Well, Philomela’s story is rendered comprehensible to an audience in part through the poet (Ovid’s) interpretation, and thus his translation.To paraphrase Cori Ellison’s introduction to today’s concert, the composer Robert Schumann saw artists as people in search of completion. They may seek that completion in other individuals, other artists, other particular modes of expression other than their own. Just as Philomela lost her powers of speech but gained song, so Schumann lost the use of his left hand, crippling his career as a musician, but then focused his energies towards composition. Losing the gift of performance, he gained the gift of creation. And Schumann found another artistic “half” in the romantic poet Heinrich Heine, who was all too familiar with the nightingale conceit (check out the full translation in the LCCMF program and you'll see what I mean.) As Dichterlibe (“A Poet’s Love”) so clearly illustrates, in Schumann’s mind the composer completes the poet, and vice versa. 
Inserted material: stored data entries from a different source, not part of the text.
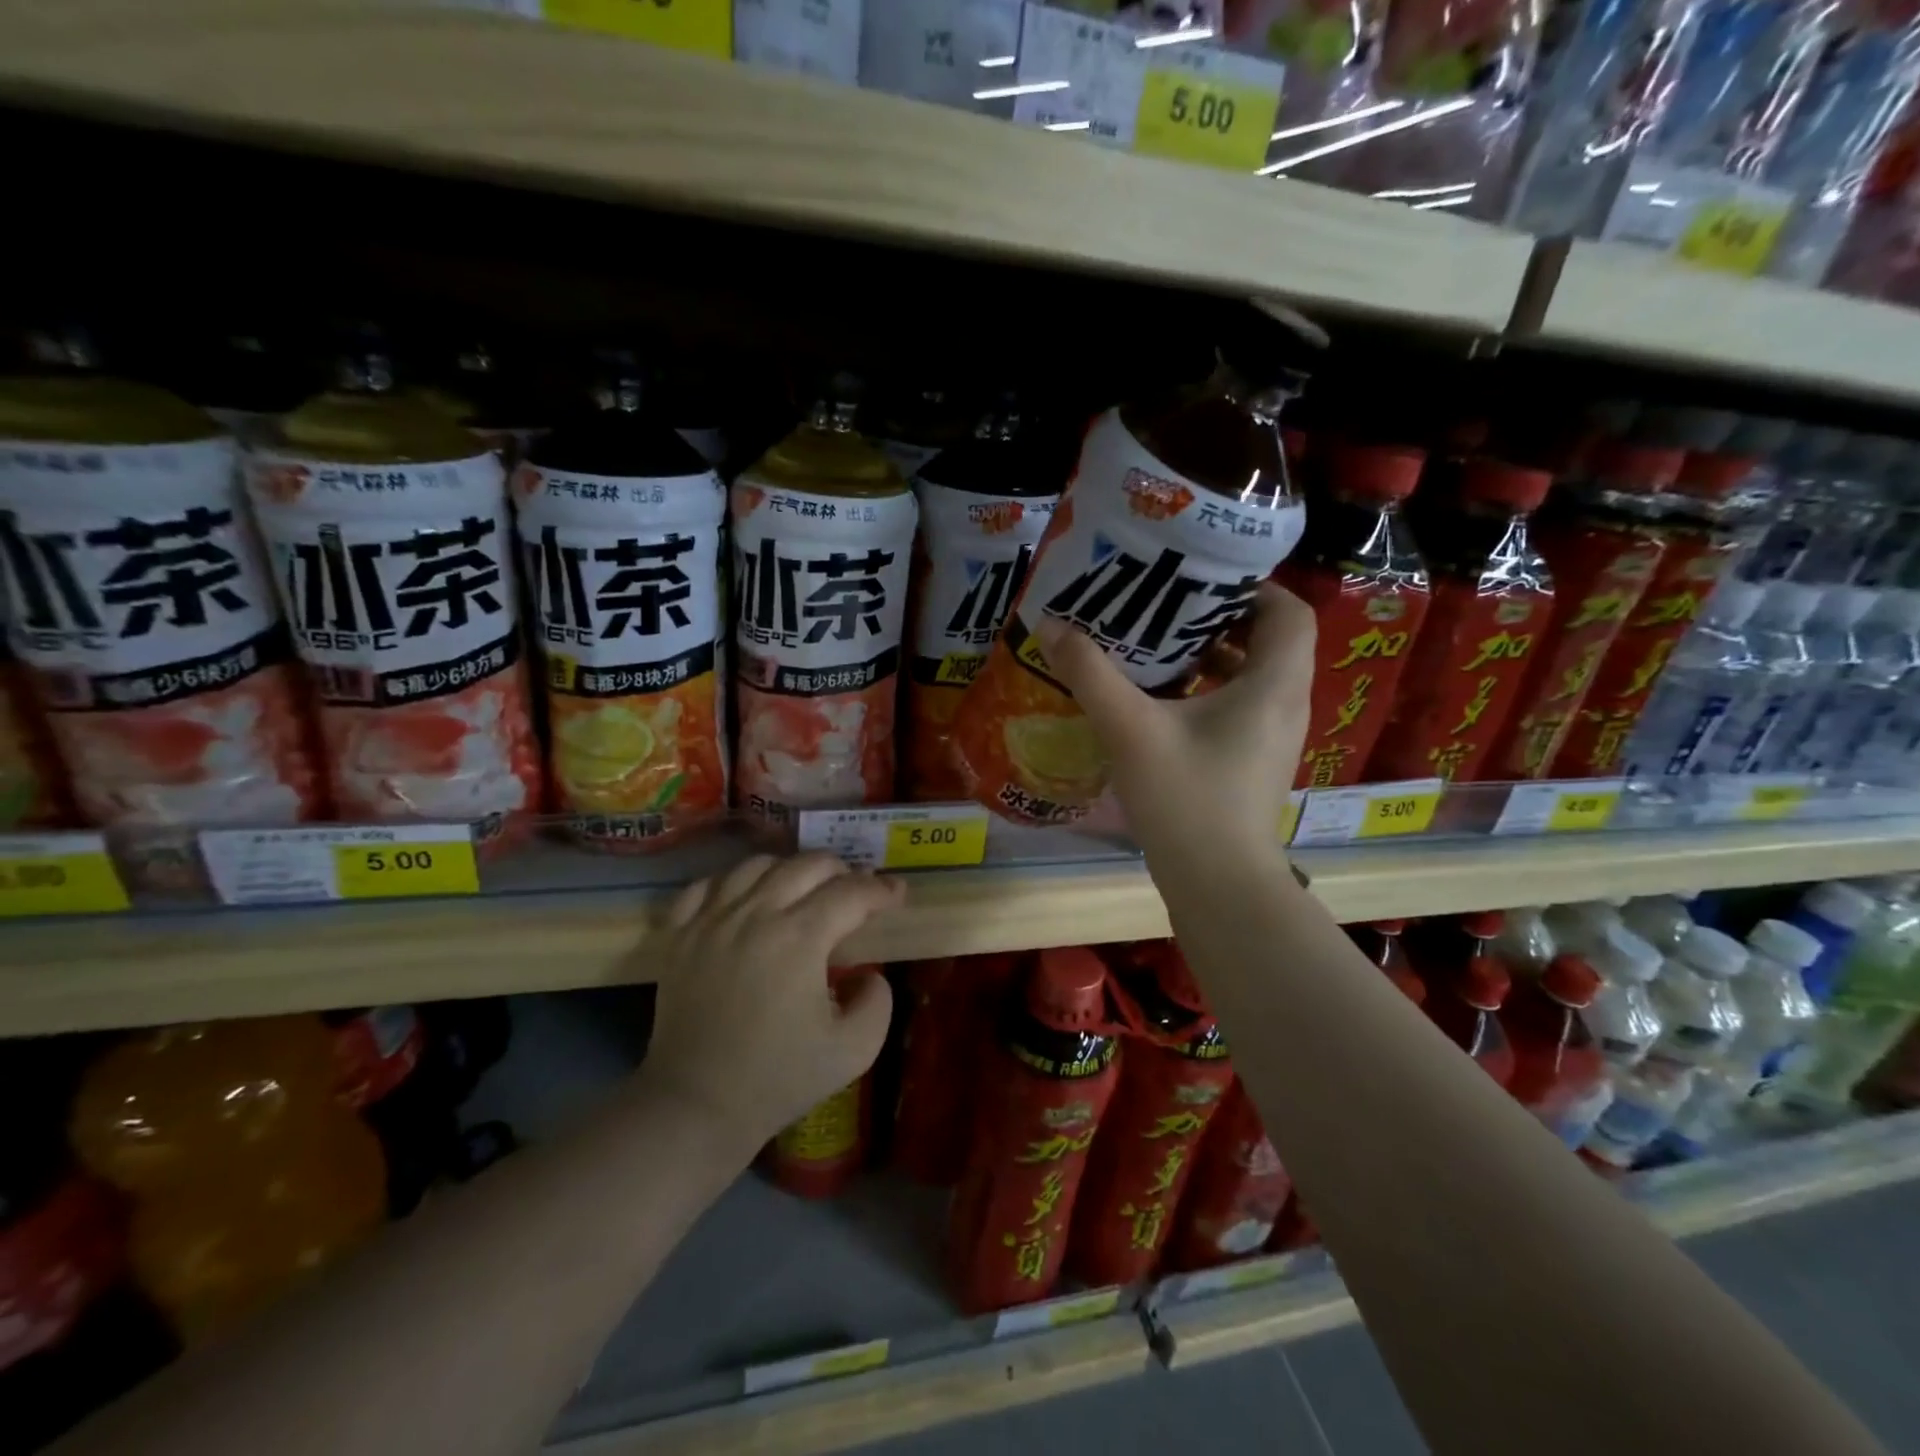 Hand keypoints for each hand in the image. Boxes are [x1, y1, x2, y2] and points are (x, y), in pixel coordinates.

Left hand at [637, 853, 901, 1156]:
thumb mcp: (854, 1050)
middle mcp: (755, 914)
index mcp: (800, 938)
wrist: (697, 1106)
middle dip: (842, 870)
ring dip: (789, 869)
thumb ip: (878, 1001)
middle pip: (807, 865)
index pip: (851, 892)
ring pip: (756, 864)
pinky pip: (706, 886)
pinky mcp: (679, 935)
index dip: (881, 889)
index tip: (897, 894)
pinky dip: (732, 883)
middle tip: (854, 892)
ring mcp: (711, 920)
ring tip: (802, 890)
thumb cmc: (779, 1079)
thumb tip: (867, 972)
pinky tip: (745, 900)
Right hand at [1035, 582, 1312, 865]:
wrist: (1218, 885)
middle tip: (1167, 606)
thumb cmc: (1185, 799)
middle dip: (1221, 618)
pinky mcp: (1255, 764)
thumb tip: (1052, 625)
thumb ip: (1091, 673)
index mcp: (1273, 685)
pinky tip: (1161, 702)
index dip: (1253, 587)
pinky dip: (1209, 693)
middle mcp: (1285, 705)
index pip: (1289, 611)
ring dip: (1213, 657)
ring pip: (1253, 677)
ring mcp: (1273, 739)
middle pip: (1270, 641)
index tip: (1200, 580)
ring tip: (1158, 647)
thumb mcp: (1130, 729)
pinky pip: (1241, 708) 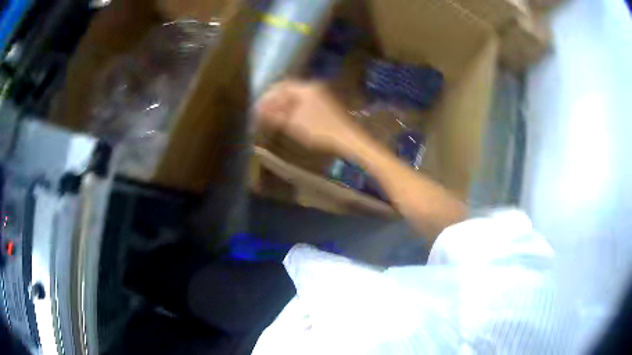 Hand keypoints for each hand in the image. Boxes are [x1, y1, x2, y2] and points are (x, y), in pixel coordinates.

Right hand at [255, 80, 363, 153]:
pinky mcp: (324, 104)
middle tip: (262, 112)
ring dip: (283, 105)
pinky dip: (293, 108)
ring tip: (272, 116)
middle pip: (288, 90)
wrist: (346, 138)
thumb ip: (275, 116)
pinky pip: (303, 102)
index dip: (267, 96)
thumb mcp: (293, 124)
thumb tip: (258, 112)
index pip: (281, 87)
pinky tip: (287, 118)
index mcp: (306, 88)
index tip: (257, 106)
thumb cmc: (319, 130)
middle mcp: (313, 87)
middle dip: (274, 100)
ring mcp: (320, 95)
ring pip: (296, 97) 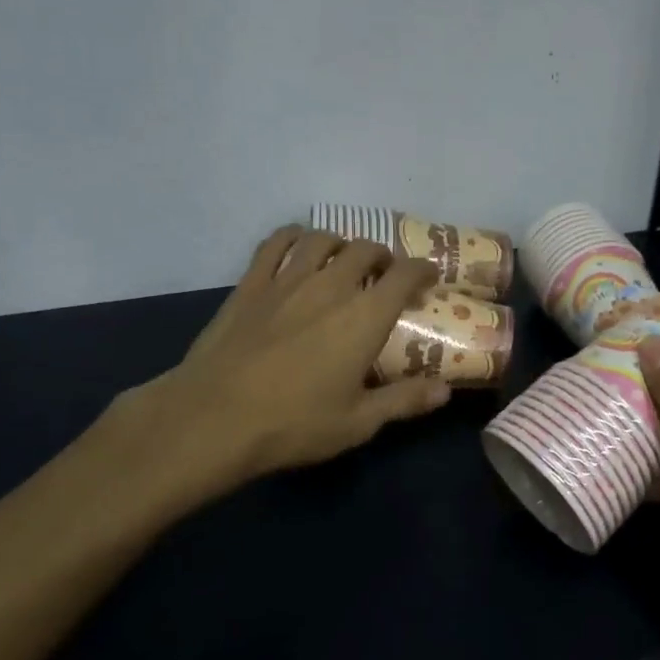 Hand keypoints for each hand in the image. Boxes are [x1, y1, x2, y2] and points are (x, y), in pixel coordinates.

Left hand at [110, 227, 449, 508]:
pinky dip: (293, 236)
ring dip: (341, 243)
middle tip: (385, 275)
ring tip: (343, 258)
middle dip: (383, 257)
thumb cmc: (294, 423)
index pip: (405, 274)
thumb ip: (405, 401)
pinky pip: (275, 243)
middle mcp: (331, 286)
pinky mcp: (250, 284)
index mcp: (365, 316)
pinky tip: (297, 244)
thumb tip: (445, 390)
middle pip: (366, 250)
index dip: (422, 270)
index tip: (427, 278)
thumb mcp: (358, 422)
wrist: (214, 418)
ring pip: (323, 239)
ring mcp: (287, 280) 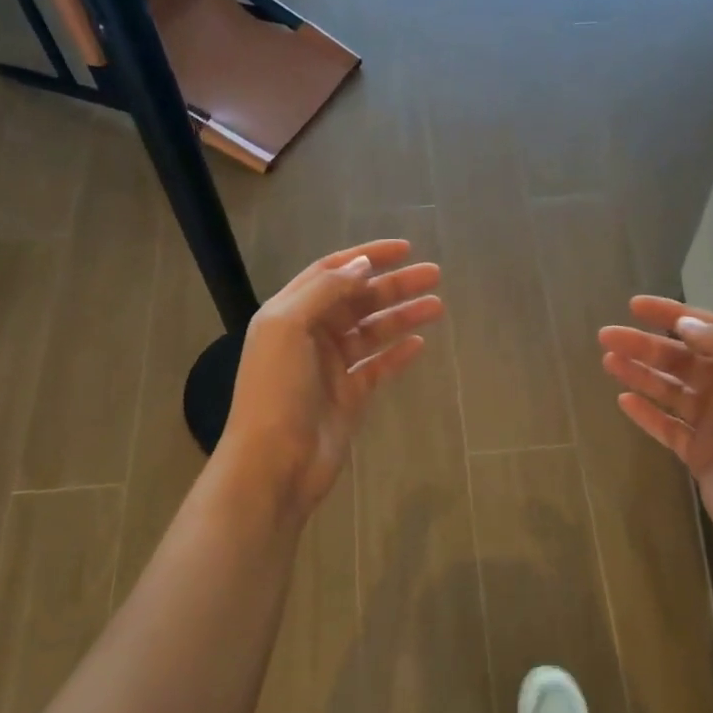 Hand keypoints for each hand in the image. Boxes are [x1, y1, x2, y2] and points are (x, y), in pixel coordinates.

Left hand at [218, 240, 442, 513]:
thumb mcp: (288, 328)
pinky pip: (378, 367)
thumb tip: (362, 264)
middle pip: (358, 300)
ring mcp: (331, 367)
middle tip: (434, 275)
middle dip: (394, 286)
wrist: (274, 463)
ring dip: (402, 316)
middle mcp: (310, 335)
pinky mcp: (349, 396)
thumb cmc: (276, 391)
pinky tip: (420, 344)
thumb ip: (325, 291)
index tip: (404, 249)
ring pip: (372, 332)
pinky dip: (397, 354)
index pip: (331, 272)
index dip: (366, 257)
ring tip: (438, 305)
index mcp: (289, 313)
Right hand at [599, 297, 712, 572]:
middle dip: (646, 345)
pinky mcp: (699, 455)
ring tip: (607, 361)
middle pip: (682, 360)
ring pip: (670, 390)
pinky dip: (646, 412)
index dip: (672, 315)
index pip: (709, 331)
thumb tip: (686, 322)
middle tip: (607, 336)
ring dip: (640, 374)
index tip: (635, 306)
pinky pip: (667, 426)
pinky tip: (622, 400) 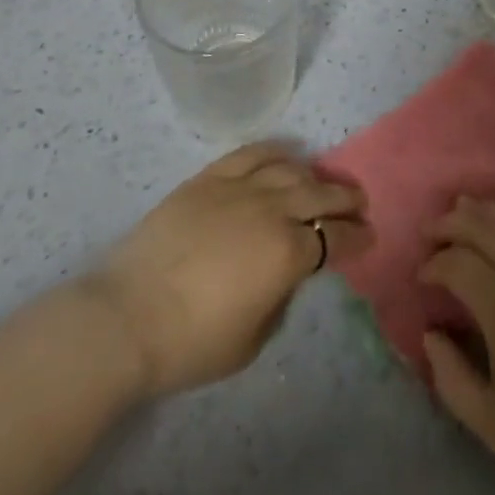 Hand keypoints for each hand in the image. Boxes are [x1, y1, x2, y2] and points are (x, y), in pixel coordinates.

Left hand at [85, 143, 370, 397]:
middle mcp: (273, 210)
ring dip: (315, 175)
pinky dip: (275, 151)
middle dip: (346, 199)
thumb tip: (287, 273)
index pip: (336, 237)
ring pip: (291, 170)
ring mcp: (240, 188)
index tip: (368, 237)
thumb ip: (281, 298)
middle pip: (321, 194)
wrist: (126, 318)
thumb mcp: (252, 340)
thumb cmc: (191, 343)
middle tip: (359, 203)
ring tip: (323, 181)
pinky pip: (252, 154)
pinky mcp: (210, 178)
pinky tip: (286, 155)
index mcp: (288, 253)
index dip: (357, 237)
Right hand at [420, 190, 494, 494]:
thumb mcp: (490, 422)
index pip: (457, 264)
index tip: (422, 276)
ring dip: (486, 209)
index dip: (434, 263)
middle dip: (452, 224)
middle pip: (483, 230)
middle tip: (432, 228)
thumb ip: (450, 376)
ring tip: (464, 204)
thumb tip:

So the piano completes the vocalist. In today’s performance, Ms. Chien (piano) and Mr. Scarlata (baritone) performed a duet, complementing each other and weaving in and out of each other’s pauses and inhalations. The piano does not simply support the vocalist in the spotlight, but like the personified natural world in Heine’s love poem, enhances the vitality and tragic beauty of the narrative. 

Stanza 4 of Heinrich Heine’s poem reads, “but when I kiss your mouth, / Then I am altogether whole again… But when you say: I love you true! / Then must I weep so bitterly.” This line may at first read as counterintuitive. Why does the lovesick man weep when he hears that his love reciprocated? Well, Mr. Scarlata’s interpretation of this lyric might help us to understand. Sonically, the vibrations of Mr. Scarlata and Ms. Chien’s duet at this line (“Then I am altogether whole again”) are so concentrated and gentle that they create a sense of wholeness that we may only be able to experience in the absence of language. The audience may not have known what Mr. Scarlata was saying (he sang in German,) but we felt the fulfillment of that moment. Really great music gives us this sense of wholeness. Being by the ocean does it for me—watching waves crumple against cliffs, silver puddles of sunlight caught along the shoreline. For the poet-singer, the complete moment of the kiss is shattered by his lover’s words. Since Philomela’s lament (and undoubtedly beforehand,) artists have striven to express their longing for wholeness, and to offer a sensation of wholeness to others. But maybe Philomela knew best in giving up her powers of speech. Maybe we don’t always want to find that “other half” right away, whatever it may be. That way we get to “weep bitterly,” and keep singing or writing, a la Heinrich Heine, for at least another twelve stanzas.